I don’t believe it’s possible to enter the mystery of Malick’s work apart from theology. Not the theology of dogma and denomination, necessarily, but a theology that underpins reality itself. Without this lens, his films may register as visual abstraction—sublime, but empty. And though his work certainly engages philosophy, it is closer to the classical and patristic kind, where theology is not a subject adjacent to philosophy, but its source, its mother, and its queen.
What I hope to explore is what I see as the centre of Malick’s cinema: the theophanic. Critics often speak of Malick’s engagement with the human condition or with nature, but they often miss that, for Malick, these are spiritual realities first. I don’t mean “spiritual” in the sense of something floating above nature. Nor do I mean pantheism. Rather, Malick’s cinema is sacramental: it brings together matter and spirit in such a way that the visible world contains something invisible, something real beyond itself.
In the introduction to Lily of the Field and Bird of the Air, Bruce Kirmmse compares Kierkegaard’s view of nature with Thoreau’s:
“Although both writers make use of nature in referring to what is beyond the immediately visible, we can see the contrast between Thoreau’s delight at earthly insularity and Kierkegaard’s focus not on what is empirical, but on something beyond nature... not on the earth, but on 'heaven'.”
That comparison sums up much of what I believe is lacking in most critical reflections on Malick. There is a near-obsession with his portrayal of nature and humanity’s place within it—but rarely do critics explore the sacramental, the transcendent, the spiritual longing that surges beneath it all.
Consider these lines from his films:
The Tree of Life (2011): “Nature… Finds reasons to be unhappy when all the world is shining around it, and love is smiling through all things.”
The Thin Red Line (1998): “Maybe all men got one big soul.”
Song to Song (2017): “To suffer binds you to something higher than yourself...”
To the Wonder (2012): “What is this love that loves us? That comes from nowhere.”
Malick is searching not only for beauty, but for the meaning within beauty—the heart of things. He is seeing life through a different lens—from the viewpoint of what the fathers of the church called the nous or the heart.
We should be cautious about making definitive claims regarding Malick’s faith. Though there are biographical and intellectual breadcrumbs, and moments of striking Christian imagery in his films, we cannot say with certainty where he lands theologically.
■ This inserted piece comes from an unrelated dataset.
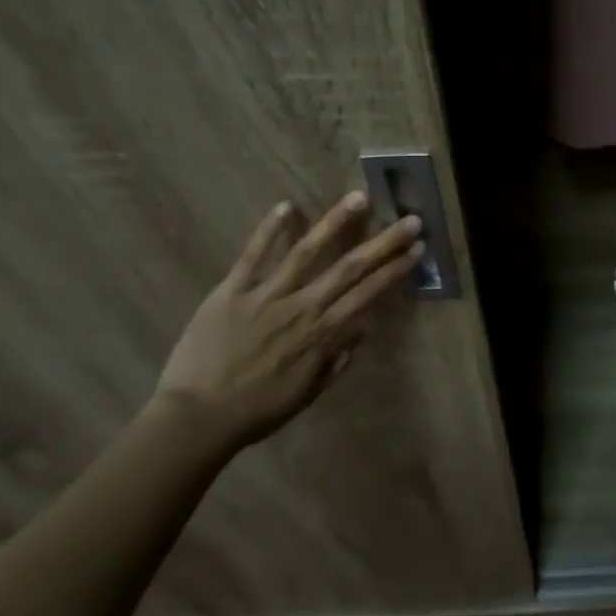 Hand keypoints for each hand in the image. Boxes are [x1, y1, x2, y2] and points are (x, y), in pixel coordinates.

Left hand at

What we can say is that he chose not to become a career philosopher—but a filmmaker. Not an academic in an office, but an observer of life, sculpting with time and painting with light. A philosopher of life.
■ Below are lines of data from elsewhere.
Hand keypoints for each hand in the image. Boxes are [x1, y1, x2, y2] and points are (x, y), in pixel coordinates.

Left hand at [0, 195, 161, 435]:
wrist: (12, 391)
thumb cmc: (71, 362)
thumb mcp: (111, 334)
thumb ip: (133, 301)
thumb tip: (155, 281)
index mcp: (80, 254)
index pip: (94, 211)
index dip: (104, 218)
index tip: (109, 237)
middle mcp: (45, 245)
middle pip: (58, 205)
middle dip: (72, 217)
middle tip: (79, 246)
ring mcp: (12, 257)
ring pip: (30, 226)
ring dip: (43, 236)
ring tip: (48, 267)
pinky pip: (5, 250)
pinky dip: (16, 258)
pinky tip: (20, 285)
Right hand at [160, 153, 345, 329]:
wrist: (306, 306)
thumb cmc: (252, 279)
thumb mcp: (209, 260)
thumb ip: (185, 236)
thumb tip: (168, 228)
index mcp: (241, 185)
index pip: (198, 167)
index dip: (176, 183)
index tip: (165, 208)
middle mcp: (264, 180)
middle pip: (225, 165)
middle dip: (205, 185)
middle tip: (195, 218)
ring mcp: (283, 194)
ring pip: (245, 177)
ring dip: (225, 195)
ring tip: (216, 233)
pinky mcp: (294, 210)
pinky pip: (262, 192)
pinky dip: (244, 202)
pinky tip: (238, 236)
I’ve titled this work Light from Light, drawn from the Nicene Creed, still recited every Sunday in but not limited to Catholic, Orthodox, and Anglican liturgies:
“Light from Light, True God from True God, begotten, not made, consubstantial with the Father…”
This is more than doctrinal poetry—it is a hermeneutic. A way of seeing the world, and in this case, of seeing Malick. His images suggest that all things shine with a hidden light. That nature itself is charged with grandeur. He does not point to a distant heaven, but reveals that heaven shimmers within the ordinary—through grief, through memory, through birth and decay.
In a letter to Martin Scorsese after viewing Silence (2016), Malick writes:
“One comes away wondering what our task in life is. What is it that Christ asks of us? And what new shapes will He assume in these dark times...?”
That is the voice not only of a Christian but of a contemplative. And it is the tone that permeates his films. He photographs life not to explain it, but to revere it. And when all his meditation is exhausted, he does what the saints and mystics have always done: he surrenders to the mystery.
“Someday we’ll fall down and weep, and we’ll then understand it all… All things.”